- PROVIDED MATERIAL -
--------------------

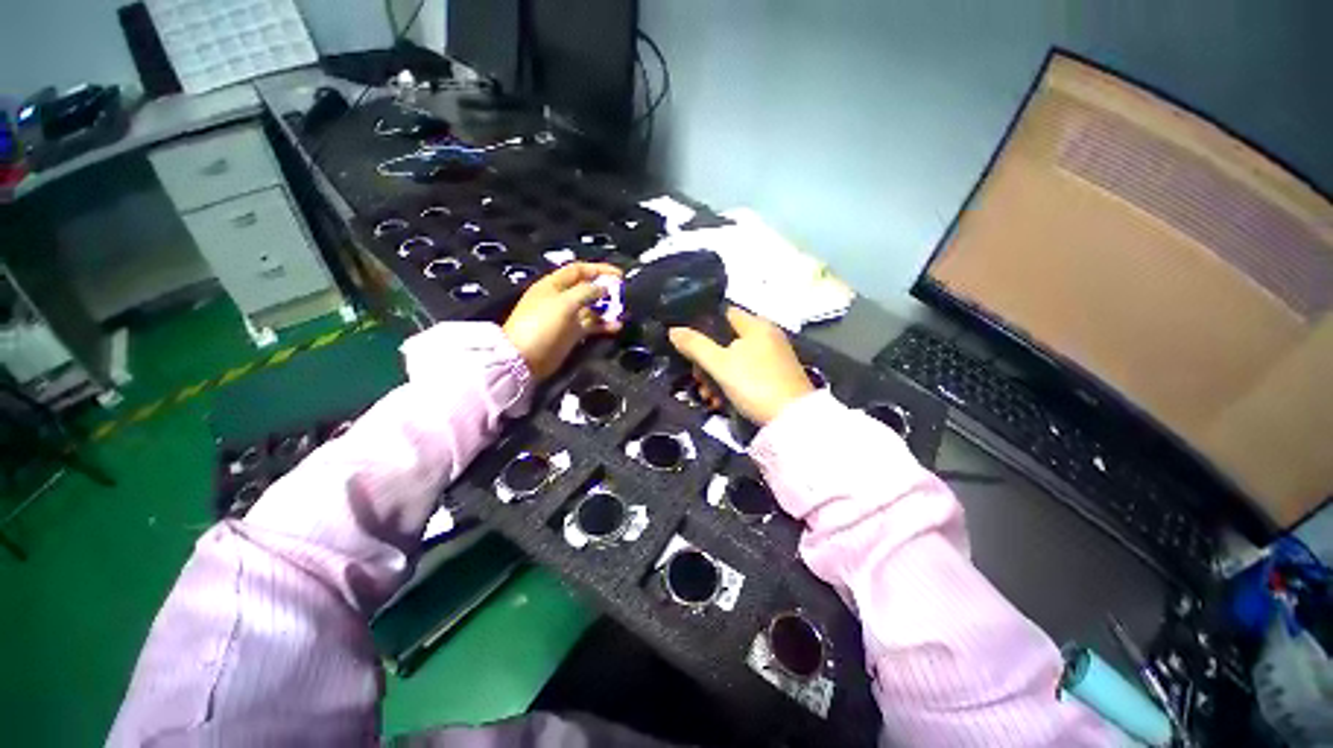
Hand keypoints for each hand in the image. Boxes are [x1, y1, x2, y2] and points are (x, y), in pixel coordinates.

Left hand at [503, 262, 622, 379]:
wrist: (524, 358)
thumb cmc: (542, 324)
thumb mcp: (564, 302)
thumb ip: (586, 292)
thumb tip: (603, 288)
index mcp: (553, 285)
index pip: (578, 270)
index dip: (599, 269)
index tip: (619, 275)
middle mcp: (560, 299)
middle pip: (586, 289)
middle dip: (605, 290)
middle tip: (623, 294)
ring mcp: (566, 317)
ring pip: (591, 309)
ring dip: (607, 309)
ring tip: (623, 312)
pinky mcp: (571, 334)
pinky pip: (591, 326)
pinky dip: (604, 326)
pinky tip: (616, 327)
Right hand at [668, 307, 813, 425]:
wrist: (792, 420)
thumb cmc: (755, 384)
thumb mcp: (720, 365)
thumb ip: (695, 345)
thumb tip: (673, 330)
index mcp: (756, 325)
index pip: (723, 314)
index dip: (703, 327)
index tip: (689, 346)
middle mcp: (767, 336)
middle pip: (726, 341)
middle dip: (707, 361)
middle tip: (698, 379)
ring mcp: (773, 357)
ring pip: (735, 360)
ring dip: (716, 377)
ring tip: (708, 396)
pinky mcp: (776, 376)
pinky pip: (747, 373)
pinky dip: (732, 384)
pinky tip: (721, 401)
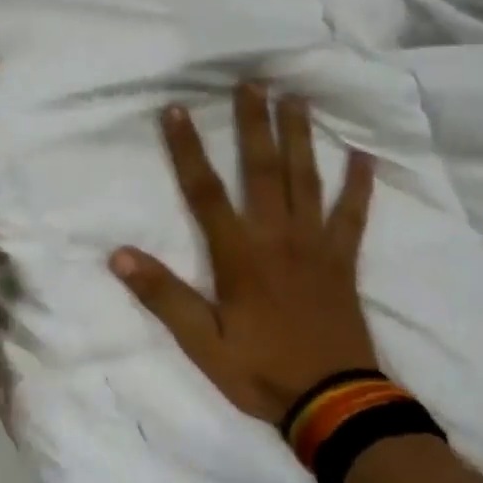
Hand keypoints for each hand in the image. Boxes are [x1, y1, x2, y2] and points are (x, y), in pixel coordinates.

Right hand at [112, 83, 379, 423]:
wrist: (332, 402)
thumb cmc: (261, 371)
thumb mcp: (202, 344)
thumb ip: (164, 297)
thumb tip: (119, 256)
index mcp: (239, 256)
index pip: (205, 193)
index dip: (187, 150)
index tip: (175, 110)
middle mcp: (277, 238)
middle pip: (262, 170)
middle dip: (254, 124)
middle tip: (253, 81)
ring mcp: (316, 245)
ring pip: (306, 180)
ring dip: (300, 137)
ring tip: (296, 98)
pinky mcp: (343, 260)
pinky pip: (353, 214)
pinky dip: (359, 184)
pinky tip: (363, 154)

--------------------

- TASK -
The answer must repeat every line of the listing exactly and leave the pictures out.

- RESPONSE TO THIS TASK -
Hand keypoints for each hand in the image. Boxes are [x1, y1, x2, y2] and points are (x, y), in pixel coordinates.

Left hand at [503, 262, 622, 379]:
wrist: (524, 358)
thumb cmc: (542, 324)
thumb mcp: (564, 302)
thumb ip: (586, 292)
thumb tip: (603, 288)
index mcp: (553, 285)
index pip: (578, 270)
index dip: (599, 269)
index tip: (619, 275)
middle mcp: (560, 299)
middle pip: (586, 289)
middle dip: (605, 290)
middle tip: (623, 294)
ring mcp: (566, 317)
ring pip: (591, 309)
ring dip: (607, 309)
ring tip: (623, 312)
pinky mcp: (571, 334)
pinky pip: (591, 326)
pinky dip: (604, 326)
pinky tip: (616, 327)
Right hand at [668, 307, 813, 425]:
wrist: (792, 420)
thumb cmc: (755, 384)
thumb mcp: (720, 365)
thumb ip: (695, 345)
thumb tip: (673, 330)
index mcp: (756, 325)
index pip: (723, 314)
index dip: (703, 327)
index tip: (689, 346)
middle mcp: (767, 336)
middle pip: (726, 341)
middle dip: (707, 361)
middle tip: (698, 379)
ring mcp: (773, 357)
ring pip: (735, 360)
ring dip: (716, 377)
ring tip: (708, 396)
pinky mcp: (776, 376)
pinky pip: (747, 373)
pinky dip: (732, 384)
pinky tip: (721, 401)
Hand keypoints for each hand in the image. Boxes are [x1, y1, x2, y2] and points are (x, y), in pixel coordinates.

Right hand at [112, 83, 379, 423]:
wrist: (332, 402)
thumb cmc: (261, 371)
thumb mcp: (202, 344)
thumb ip: (164, 297)
thumb tip: (119, 256)
index mcp: (239, 256)
index pip: (205, 193)
index dip: (187, 150)
index tip: (175, 110)
middle mcp: (277, 238)
middle pip: (262, 170)
middle dip: (254, 124)
middle tip: (253, 81)
ring mcp: (316, 245)
ring pip: (306, 180)
ring dip: (300, 137)
ring tip: (296, 98)
pinky mcp: (343, 260)
pinky pip: (353, 214)
pinky dip: (359, 184)
pinky tip: (363, 154)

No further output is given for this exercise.